▸ **What you need to do**
Output what the records say, word for word, with no images.

________________________________________

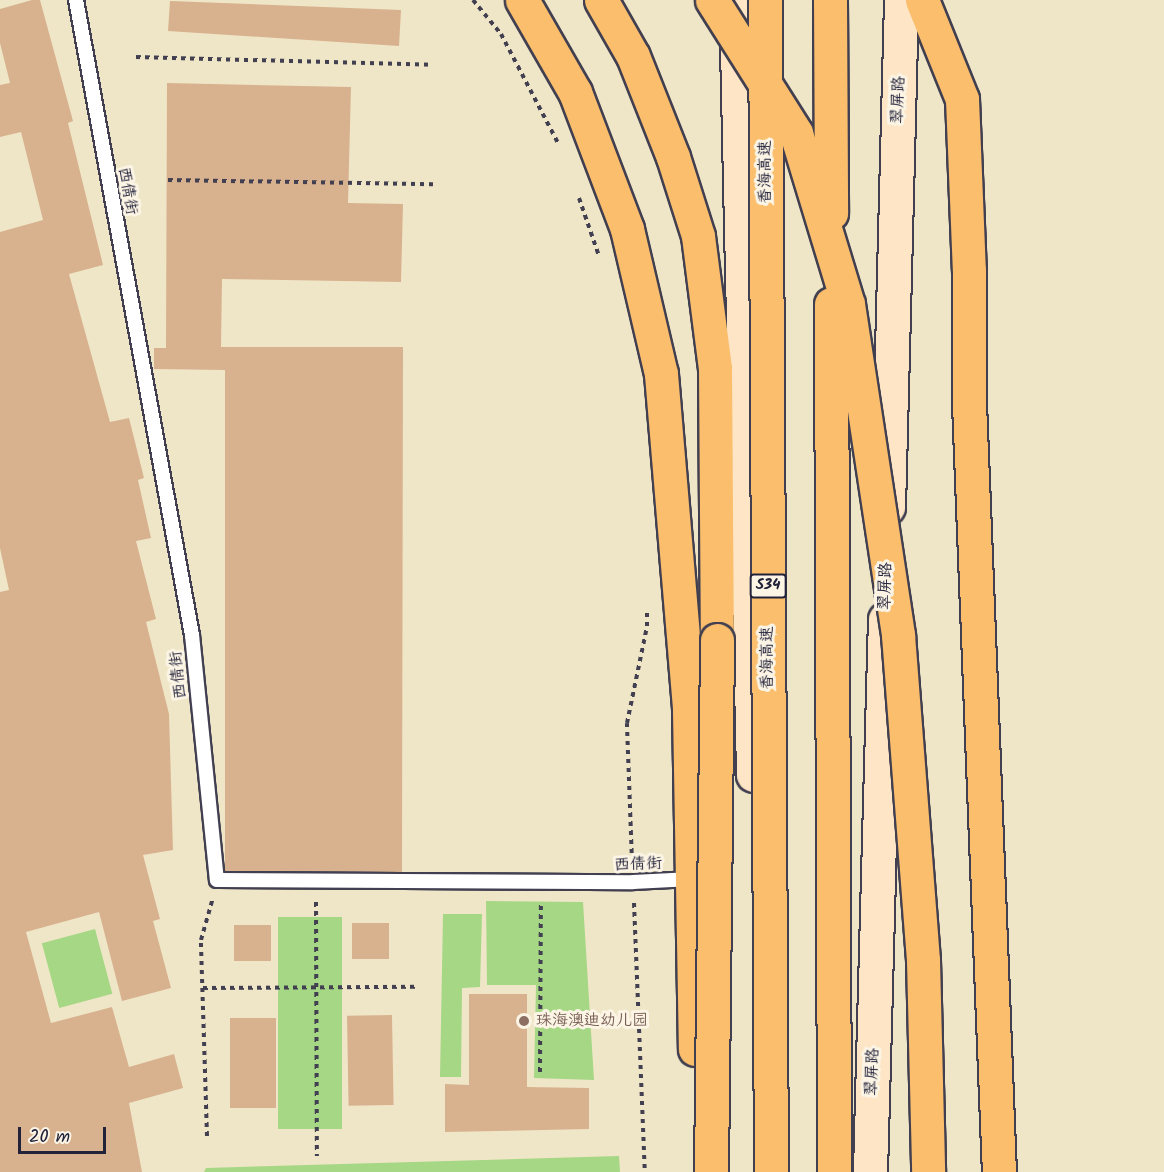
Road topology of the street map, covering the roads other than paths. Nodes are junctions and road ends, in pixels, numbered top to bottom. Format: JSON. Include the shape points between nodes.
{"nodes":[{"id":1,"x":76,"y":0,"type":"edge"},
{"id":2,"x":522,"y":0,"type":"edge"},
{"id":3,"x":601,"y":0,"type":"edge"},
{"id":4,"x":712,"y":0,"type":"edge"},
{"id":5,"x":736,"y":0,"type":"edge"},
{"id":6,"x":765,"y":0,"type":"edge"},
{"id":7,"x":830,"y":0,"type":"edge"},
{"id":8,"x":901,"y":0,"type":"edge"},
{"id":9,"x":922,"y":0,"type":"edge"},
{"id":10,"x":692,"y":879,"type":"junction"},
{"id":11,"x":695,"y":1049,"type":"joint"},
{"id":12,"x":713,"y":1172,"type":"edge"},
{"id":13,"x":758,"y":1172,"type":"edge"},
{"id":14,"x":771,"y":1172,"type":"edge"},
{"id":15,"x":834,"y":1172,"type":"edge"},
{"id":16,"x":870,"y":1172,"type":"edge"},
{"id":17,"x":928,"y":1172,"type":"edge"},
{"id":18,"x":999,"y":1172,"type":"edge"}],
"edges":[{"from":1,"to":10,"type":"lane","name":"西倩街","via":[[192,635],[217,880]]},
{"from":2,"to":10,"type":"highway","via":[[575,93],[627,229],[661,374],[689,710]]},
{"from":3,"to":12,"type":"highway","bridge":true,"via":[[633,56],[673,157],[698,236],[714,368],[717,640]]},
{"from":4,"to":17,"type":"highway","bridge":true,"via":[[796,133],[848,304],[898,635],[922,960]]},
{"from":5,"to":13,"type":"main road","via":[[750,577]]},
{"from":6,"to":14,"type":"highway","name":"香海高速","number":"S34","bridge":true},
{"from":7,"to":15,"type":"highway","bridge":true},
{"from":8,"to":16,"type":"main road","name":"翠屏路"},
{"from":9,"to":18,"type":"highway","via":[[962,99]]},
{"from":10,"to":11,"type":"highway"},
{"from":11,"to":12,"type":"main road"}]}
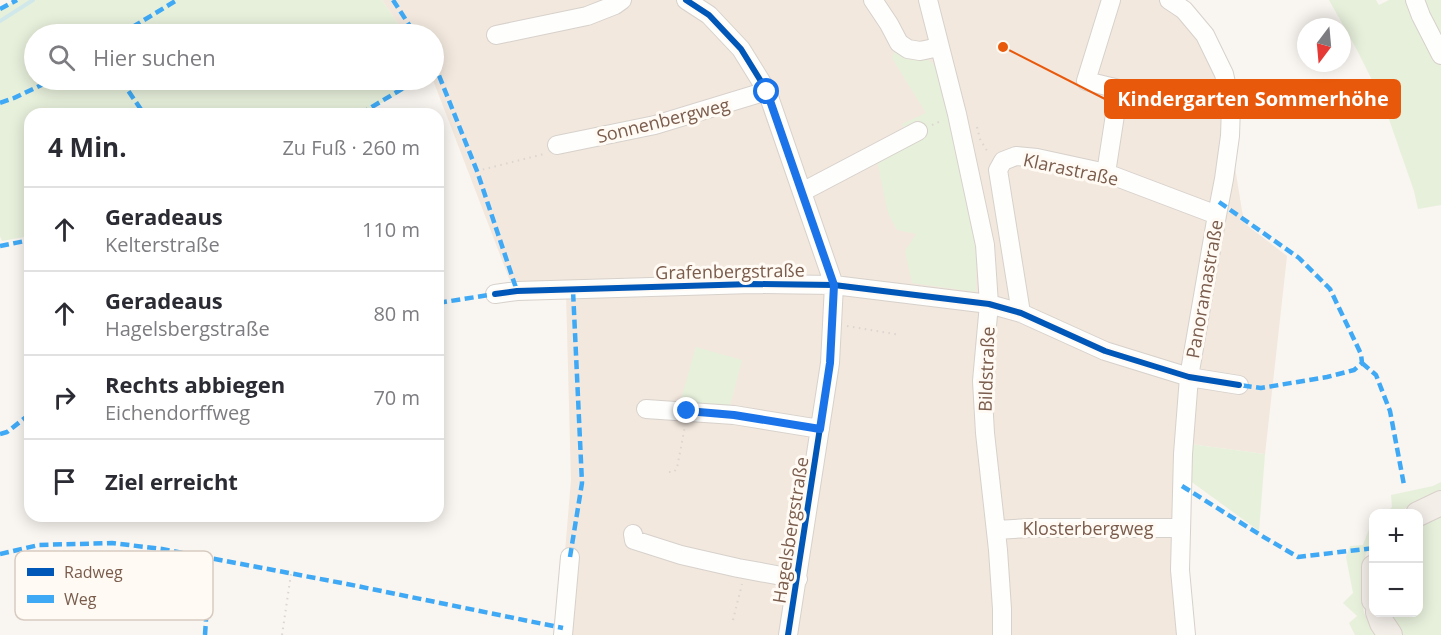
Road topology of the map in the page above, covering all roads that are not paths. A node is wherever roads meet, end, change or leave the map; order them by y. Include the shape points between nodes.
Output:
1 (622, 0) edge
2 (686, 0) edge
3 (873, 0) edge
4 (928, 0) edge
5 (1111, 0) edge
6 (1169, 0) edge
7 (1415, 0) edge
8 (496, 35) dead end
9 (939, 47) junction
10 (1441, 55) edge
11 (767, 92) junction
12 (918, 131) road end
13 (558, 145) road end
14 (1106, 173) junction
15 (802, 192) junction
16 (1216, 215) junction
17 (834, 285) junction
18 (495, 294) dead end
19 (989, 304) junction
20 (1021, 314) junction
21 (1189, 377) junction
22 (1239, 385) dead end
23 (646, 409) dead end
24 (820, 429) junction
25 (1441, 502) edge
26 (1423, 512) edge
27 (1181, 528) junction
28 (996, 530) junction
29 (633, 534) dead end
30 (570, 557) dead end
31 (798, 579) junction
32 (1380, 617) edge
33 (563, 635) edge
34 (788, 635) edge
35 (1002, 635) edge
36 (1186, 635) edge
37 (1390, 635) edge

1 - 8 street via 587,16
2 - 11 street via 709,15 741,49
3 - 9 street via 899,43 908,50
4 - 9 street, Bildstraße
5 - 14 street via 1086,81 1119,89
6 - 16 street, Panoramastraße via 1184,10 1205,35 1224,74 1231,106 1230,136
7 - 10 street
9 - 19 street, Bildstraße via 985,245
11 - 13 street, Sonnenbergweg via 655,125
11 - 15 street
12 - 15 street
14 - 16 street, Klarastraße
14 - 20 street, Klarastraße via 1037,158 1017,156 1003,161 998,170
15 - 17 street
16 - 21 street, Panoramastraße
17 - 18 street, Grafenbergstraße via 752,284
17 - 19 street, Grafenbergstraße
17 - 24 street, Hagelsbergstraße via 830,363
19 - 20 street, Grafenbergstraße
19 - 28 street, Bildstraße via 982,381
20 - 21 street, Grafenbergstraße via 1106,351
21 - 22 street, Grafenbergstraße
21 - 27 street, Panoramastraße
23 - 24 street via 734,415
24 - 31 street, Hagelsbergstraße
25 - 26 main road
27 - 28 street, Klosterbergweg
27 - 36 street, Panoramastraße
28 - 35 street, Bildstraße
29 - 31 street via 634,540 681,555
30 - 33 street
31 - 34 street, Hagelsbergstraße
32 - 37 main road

________________________________________

▸ **Written response**
Road topology of the street map, covering the roads other than paths. Nodes are junctions and road ends, in pixels, numbered top to bottom. Format: JSON. Include the shape points between nodes.
{"nodes":[{"id":1,"x":76,"y":0,"type":"edge"},
{"id":2,"x":522,"y":0,"type":"edge"},
{"id":3,"x":601,"y":0,"type":"edge"},
{"id":4,"x":712,"y":0,"type":"edge"},
{"id":5,"x":736,"y":0,"type":"edge"},
{"id":6,"x":765,"y":0,"type":"edge"},
{"id":7,"x":830,"y":0,"type":"edge"},
{"id":8,"x":901,"y":0,"type":"edge"},
{"id":9,"x":922,"y":0,"type":"edge"},
{"id":10,"x":692,"y":879,"type":"junction"},
{"id":11,"x":695,"y":1049,"type":"joint"},
{"id":12,"x":713,"y":1172,"type":"edge"},
{"id":13,"x":758,"y":1172,"type":"edge"},
{"id":14,"x":771,"y":1172,"type":"edge"},
{"id":15,"x":834,"y":1172,"type":"edge"},
{"id":16,"x":870,"y":1172,"type":"edge"},
{"id":17,"x":928,"y":1172,"type":"edge"},
{"id":18,"x":999,"y":1172,"type":"edge"}],
"edges":[{"from":1,"to":10,"type":"lane","name":"西倩街","via":[[192,635],[217,880]]},
{"from":2,"to":10,"type":"highway","via":[[575,93],[627,229],[661,374],[689,710]]},
{"from":3,"to":12,"type":"highway","bridge":true,"via":[[633,56],[673,157],[698,236],[714,368],[717,640]]},
{"from":4,"to":17,"type":"highway","bridge":true,"via":[[796,133],[848,304],[898,635],[922,960]]},
{"from":5,"to":13,"type":"main road","via":[[750,577]]},
{"from":6,"to":14,"type":"highway","name":"香海高速","number":"S34","bridge":true},
{"from":7,"to":15,"type":"highway","bridge":true},
{"from":8,"to":16,"type":"main road","name":"翠屏路"},
{"from":9,"to":18,"type":"highway","via":[[962,99]]},
{"from":10,"to":11,"type":"highway"},
{"from":11,"to":12,"type":"main road"}]}
Road topology of the map in the page above, covering all roads that are not paths. A node is wherever roads meet, end, change or leave the map; order them by y. Include the shape points between nodes.
Output:
1 (622, 0) edge
2 (686, 0) edge
3 (873, 0) edge
4 (928, 0) edge
5 (1111, 0) edge
6 (1169, 0) edge
7 (1415, 0) edge
8 (496, 35) dead end
9 (939, 47) junction
10 (1441, 55) edge
11 (767, 92) junction
12 (918, 131) road end
13 (558, 145) road end
14 (1106, 173) junction
15 (802, 192) junction
16 (1216, 215) junction
17 (834, 285) junction
18 (495, 294) dead end
19 (989, 304) junction
20 (1021, 314) junction
21 (1189, 377) junction
22 (1239, 385) dead end
23 (646, 409) dead end
24 (820, 429) junction
25 (1441, 502) edge
26 (1423, 512) edge
27 (1181, 528) junction
28 (996, 530) junction
29 (633, 534) dead end
30 (570, 557) dead end
31 (798, 579) junction
32 (1380, 617) edge
33 (563, 635) edge
34 (788, 635) edge
35 (1002, 635) edge
36 (1186, 635) edge
37 (1390, 635) edge

1 - 8 street via 587,16
2 - 11 street via 709,15 741,49
3 - 9 street via 899,43 908,50
4 - 9 street, Bildstraße
5 - 14 street via 1086,81 1119,89
6 - 16 street, Panoramastraße via 1184,10 1205,35 1224,74 1231,106 1230,136
7 - 10 street
9 - 19 street, Bildstraße via 985,245
11 - 13 street, Sonnenbergweg via 655,125
11 - 15 street
12 - 15 street
14 - 16 street, Klarastraße
14 - 20 street, Klarastraße via 1037,158 1017,156 1003,161 998,170
15 - 17 street
16 - 21 street, Panoramastraße
17 - 18 street, Grafenbergstraße via 752,284
17 - 19 street, Grafenbergstraße
17 - 24 street, Hagelsbergstraße via 830,363
19 - 20 street, Grafenbergstraße
19 - 28 street, Bildstraße via 982,381
20 - 21 street, Grafenbergstraße via 1106,351
21 - 22 street, Grafenbergstraße
21 - 27 street, Panoramastraße
23 - 24 street via 734,415
24 - 31 street, Hagelsbergstraße
25 - 26 main road
27 - 28 street, Klosterbergweg
27 - 36 street, Panoramastraße
28 - 35 street, Bildstraße
29 - 31 street via 634,540 681,555
30 - 33 street
31 - 34 street, Hagelsbergstraße
32 - 37 main road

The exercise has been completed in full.